“Always wander with your eyes facing forward, as your mind looks back.”
– Modern Romanticism
Love and trust. Dualities of sorts, though only ever the latter works for the former. It can be said of trust that it is something in which we are aware to. We cannot be trusting of all things, for that would make it just as blind as love. There are those who blindly trust, though this is what causes ruin among companionship. If we blindly trust another mortal human, then betrayal is certain. Trust is only for the convenience of a person, as it is not a necessity. As in, we do not trust what we need, such as food, water, or shelter. Such things we need, so there is no necessity for it to be aligned with trust.
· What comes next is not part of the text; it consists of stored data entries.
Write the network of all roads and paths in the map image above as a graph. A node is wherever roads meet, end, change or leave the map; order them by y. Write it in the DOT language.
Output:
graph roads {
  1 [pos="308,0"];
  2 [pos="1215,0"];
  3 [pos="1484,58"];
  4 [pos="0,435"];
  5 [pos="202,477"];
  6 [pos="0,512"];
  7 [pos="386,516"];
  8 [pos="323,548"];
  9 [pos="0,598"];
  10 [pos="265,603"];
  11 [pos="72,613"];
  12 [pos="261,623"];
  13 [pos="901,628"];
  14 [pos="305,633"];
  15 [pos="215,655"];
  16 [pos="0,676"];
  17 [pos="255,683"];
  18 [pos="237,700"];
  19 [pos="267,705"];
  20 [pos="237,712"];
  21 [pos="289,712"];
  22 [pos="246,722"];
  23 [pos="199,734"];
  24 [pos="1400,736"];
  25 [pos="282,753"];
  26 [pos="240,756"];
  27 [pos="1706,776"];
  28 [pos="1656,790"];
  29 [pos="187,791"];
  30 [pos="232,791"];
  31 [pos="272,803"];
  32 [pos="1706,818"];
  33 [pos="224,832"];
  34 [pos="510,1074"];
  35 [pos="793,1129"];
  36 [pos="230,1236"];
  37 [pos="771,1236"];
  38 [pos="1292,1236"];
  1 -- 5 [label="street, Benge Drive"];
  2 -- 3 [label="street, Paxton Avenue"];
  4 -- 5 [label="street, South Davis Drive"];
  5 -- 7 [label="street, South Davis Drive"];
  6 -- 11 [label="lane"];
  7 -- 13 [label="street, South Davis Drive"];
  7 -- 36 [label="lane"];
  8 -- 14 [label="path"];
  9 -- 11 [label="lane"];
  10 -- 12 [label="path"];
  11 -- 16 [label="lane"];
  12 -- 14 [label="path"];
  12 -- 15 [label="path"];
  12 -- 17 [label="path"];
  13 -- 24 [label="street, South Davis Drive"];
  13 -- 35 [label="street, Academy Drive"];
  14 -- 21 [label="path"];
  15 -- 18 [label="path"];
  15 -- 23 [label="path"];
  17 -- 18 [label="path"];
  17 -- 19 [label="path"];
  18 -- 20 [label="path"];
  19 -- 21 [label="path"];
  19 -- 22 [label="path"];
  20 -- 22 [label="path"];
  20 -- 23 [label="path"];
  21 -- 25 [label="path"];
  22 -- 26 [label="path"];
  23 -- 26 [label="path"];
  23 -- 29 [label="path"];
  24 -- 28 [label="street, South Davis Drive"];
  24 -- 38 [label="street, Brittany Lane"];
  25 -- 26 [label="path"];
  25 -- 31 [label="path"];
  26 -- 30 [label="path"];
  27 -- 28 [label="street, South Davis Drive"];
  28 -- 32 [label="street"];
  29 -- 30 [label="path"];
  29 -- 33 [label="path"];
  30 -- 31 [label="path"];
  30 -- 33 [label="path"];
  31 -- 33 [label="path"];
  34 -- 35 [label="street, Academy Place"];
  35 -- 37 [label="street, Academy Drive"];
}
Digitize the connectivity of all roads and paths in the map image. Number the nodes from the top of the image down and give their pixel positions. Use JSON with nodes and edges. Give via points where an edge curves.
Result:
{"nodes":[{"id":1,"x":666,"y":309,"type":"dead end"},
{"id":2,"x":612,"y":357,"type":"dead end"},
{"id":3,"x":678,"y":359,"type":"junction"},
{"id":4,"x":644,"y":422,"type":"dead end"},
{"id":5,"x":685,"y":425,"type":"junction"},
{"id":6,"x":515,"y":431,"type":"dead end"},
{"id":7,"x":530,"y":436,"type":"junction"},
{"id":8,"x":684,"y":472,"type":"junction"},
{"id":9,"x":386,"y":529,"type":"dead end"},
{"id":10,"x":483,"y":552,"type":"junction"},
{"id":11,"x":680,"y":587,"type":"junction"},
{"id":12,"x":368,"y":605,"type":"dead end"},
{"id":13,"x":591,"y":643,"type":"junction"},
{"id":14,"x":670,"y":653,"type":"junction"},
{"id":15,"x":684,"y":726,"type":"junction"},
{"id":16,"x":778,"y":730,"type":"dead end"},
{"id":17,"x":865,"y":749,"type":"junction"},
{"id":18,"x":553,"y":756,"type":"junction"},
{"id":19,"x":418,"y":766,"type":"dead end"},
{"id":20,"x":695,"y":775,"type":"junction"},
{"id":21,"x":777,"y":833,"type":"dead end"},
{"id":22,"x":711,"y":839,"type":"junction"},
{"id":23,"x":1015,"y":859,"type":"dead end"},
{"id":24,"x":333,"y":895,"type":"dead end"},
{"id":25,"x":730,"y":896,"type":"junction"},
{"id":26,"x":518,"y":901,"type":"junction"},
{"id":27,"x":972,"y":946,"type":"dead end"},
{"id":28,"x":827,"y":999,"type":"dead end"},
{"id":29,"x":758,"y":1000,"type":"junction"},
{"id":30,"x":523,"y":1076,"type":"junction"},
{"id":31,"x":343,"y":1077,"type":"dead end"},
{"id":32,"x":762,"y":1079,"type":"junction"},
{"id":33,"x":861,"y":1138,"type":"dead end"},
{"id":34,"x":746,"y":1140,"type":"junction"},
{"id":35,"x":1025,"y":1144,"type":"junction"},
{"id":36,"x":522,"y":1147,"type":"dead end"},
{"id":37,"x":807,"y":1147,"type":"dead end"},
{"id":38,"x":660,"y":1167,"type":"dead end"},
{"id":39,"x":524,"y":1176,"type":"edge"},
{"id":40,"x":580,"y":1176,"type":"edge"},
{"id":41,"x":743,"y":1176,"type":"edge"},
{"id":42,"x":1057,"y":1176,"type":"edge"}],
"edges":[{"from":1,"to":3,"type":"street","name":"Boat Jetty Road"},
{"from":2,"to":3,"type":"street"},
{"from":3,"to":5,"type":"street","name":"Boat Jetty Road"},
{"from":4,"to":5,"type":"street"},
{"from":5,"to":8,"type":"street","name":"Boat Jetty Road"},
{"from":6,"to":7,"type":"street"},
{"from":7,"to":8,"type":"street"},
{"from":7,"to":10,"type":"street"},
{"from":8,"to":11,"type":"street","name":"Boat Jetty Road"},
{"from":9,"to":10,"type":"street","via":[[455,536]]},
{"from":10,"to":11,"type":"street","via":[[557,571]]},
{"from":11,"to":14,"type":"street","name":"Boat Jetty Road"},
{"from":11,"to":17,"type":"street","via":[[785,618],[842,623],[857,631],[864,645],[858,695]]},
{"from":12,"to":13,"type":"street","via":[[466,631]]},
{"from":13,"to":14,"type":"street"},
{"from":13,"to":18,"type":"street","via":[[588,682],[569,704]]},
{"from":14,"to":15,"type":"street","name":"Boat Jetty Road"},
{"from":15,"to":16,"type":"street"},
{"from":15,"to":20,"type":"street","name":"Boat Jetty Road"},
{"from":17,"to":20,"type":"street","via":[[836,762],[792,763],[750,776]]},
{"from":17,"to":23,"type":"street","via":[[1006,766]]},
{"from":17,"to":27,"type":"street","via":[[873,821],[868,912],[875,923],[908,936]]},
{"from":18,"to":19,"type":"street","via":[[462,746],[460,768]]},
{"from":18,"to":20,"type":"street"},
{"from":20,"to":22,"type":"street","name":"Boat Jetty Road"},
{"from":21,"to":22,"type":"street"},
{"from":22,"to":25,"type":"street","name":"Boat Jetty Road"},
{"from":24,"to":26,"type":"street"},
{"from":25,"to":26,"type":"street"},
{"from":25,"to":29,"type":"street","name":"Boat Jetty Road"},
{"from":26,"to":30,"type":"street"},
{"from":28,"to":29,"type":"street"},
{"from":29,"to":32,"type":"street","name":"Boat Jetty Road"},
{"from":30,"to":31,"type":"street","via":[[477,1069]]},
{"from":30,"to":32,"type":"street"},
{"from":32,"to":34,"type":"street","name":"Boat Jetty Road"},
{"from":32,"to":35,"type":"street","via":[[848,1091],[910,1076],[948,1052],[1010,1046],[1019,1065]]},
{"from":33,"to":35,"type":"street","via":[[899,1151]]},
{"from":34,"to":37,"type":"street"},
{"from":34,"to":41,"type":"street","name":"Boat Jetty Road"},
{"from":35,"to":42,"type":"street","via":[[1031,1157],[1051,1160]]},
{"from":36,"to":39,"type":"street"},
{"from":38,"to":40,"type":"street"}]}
Though, among other people being given trust in the intent of revealing our fragility about them, is always the granting of wisdom upon realizing what is good or not.
If we better ourselves in where we have been faulted, then it is to say that when we make mistakes in trust, we later become constructed. We are criticized for having done wrong. The only legitimate sort of person able to criticize someone for fault is one who has foreseen the negative consequences arriving. As in, they have been within the same experience of those they are perhaps offering a warning. When criticism arrives, it is legitimate in their allowance to the blindly trusting individual to find out for themselves what mistakes could be made.
To trust, or to love, there is no mistakes for the latter. We do not fault ourselves, through love, because only trust can open a person up. Love partakes itself to memories. We comprehend of the universe through the lens of science that there is no “direction” in outer space. The Atheist would be one to believe God has no existence, because he or she cannot “see” Him. Then, to believe that out of trust we could perceive where we can be faulted, would not ever make God before us. Even if we were to turn around, our “mind’s eye” would simply shift itself on its opposite. For as humans exist in the universe, there is no direction, for ourselves, besides to another who we can trust for their practical and physical properties. That is, we cannot be in the “embrace of God”, unless we fall. And, we cannot be in the embrace of a human, unless we run to them.
There is no direction in the universe or outer space, because it is trust that signifies where we must look with physical eyes. Though, by our mind being able to hold memories for what is behind, in the past, makes makes such a direction appear as a “dead end”. That is, the past represents the “nowhere” we could return to, if our aim is to forfeit the act of moving forward. If we do run forward to the arms of someone we can recognize, then it was only because we did not forfeit the future. It is towards a direction that we move towards what we recognize. Then, it is in the understanding of having no direction, that we comprehend what the past symbolizes. The past is merely the symbol to having nowhere to go, because we have renounced our desire to move forward or “move on”.
If there is no mistakes through love, then it is correct to believe God as perfect. Is the Atheist who says the words, “God is dead” totally wrong? If it is the past that references death, being a place a human can only ever cannot physically return to without forfeiture of what should be recognized, then it would indeed makes everything that is absolute wholly important to the individual. If all futures are so uncertain to the human eyes, and never the mind, then the direction onward can make us feel fear. Though, to hold trust in the past, to God, to all that is certain, is the belief of knowing what is true. The past, or God, or faith, offers strength. If God’s word is referenced as the truth, then everything “truthful” would belong to death. Everything truthful, being as its absolute in the past, would pertain to what cannot return, unless it comes upon the individual as a “revelation”. As in, all we could fully trust, is in what we can remember. We can return wisdom to ourselves from past experiences, as it situates itself among all we can trust. Our “revelation” would then be a “second coming” of such wisdom, that does not ever cause a person to commit the same mistake twice.
Love and trust, being opposites. The latter is with the awareness for the future, though either in accordance to what we’ve previously experienced, or the blindness for which trust can stand. However, if we have not learned from the past, then we merely repeat our mistakes. In the repetition to our faults, we bring about deceit, will lead others to their doom, in the failed leadership we’ve displayed of submitting to our fear of the future. It was because others blindly trusted our capabilities of our physical and practical properties, never comprehending that they have a mind of their own.